I read Morgantown's Dominion-Post and Charleston's Gazette-Mail every day, and Sunday's Washington Post and New York Times. We get Consumer Reports and Rolling Stone for me, and The New Yorker and The Economist for Joe. Joe has stopped reading news for the most part. It makes him too anxious. I have to read about the virus in New York City and the politics in Washington in short doses to keep from losing my mind completely.

I'm traveling in my dreams. Last night, I told the bus driver parked on 6th Street by the Los Angeles County Art Museum that I wouldn't be going on the trip to New York because I had been there with Joe in December, and last year with my mother and sister. I had a memory in the dream of visiting some elderly relative in The Bronx in an apartment house on a hill. I was, in reality, in New York with Joe in December, and in New York with my mother and sister (and nephew) not last summer, but in 2002. I haven't had relatives in the Bronx since the 1950s. That scene was filched from another dream. My friend and classmate (second to eighth grade) Rodger Kamenetz writes about dreams. Maybe I should ask him what this means.

The PA at WVU was only worried that I get up to pee five or six times during the night. She doesn't think it's heart failure because I run several days a week, and that seems to be getting better. Maybe it's kidney failure or prostate problems. She wants tests for all of those. The cardiologist told me that  my heart works at 40% of what it should do. My father died of kidney failure (refusing dialysis) when he was a year and a half younger than I am now. And Medicare won't cover a prostate test.

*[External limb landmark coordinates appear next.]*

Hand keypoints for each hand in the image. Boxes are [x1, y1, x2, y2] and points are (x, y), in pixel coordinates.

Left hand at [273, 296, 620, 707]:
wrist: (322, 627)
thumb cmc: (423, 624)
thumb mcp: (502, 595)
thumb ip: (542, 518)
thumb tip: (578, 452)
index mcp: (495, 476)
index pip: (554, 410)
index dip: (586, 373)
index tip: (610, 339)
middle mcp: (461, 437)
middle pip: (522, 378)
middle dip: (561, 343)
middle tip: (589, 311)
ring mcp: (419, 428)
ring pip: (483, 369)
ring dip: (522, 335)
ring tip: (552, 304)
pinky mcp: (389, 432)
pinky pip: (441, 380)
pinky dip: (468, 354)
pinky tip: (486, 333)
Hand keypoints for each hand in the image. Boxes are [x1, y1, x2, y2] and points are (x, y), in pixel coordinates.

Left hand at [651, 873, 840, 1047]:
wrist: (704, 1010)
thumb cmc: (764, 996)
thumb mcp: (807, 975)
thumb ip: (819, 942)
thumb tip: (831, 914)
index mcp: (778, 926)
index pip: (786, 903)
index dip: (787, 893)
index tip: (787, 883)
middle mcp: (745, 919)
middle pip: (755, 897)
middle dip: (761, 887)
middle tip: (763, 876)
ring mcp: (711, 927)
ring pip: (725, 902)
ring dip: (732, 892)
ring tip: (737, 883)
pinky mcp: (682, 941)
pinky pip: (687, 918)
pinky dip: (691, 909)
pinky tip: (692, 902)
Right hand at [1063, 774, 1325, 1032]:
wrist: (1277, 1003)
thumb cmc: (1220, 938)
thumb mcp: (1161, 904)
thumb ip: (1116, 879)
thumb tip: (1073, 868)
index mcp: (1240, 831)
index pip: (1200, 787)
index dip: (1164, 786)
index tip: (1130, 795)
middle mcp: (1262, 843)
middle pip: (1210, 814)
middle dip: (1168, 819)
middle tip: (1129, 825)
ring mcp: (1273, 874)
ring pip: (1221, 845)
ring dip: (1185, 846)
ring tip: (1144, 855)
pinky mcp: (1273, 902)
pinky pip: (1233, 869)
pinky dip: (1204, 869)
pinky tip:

So, the future doesn't look bright. My generation had too many people to start out with. They sent some of us to Vietnam to reduce our numbers, ignored AIDS for many years to kill off those of us who are gay men, and now that we are old, we are expendable so that the economy can reopen. Without the possibility of contracting or contracting again COVID-19, I still have plenty of medical issues that could end my life. I was able to answer most of the questions in a good way. I generally remember to take my meds, I can still keep track of money, carry grocery bags, remember most things, cook, clean (although I pointed out that we generally don't). I don't fall or feel dizzy. My goal now is to keep it all going as long as possible. I said the other day "If I can have ten more years of decent health, I'll be happy." Then I remembered that one of my grandmother's friends said that sitting around the lake in her Florida condo development more than fifty years ago. I guess that's where I am now.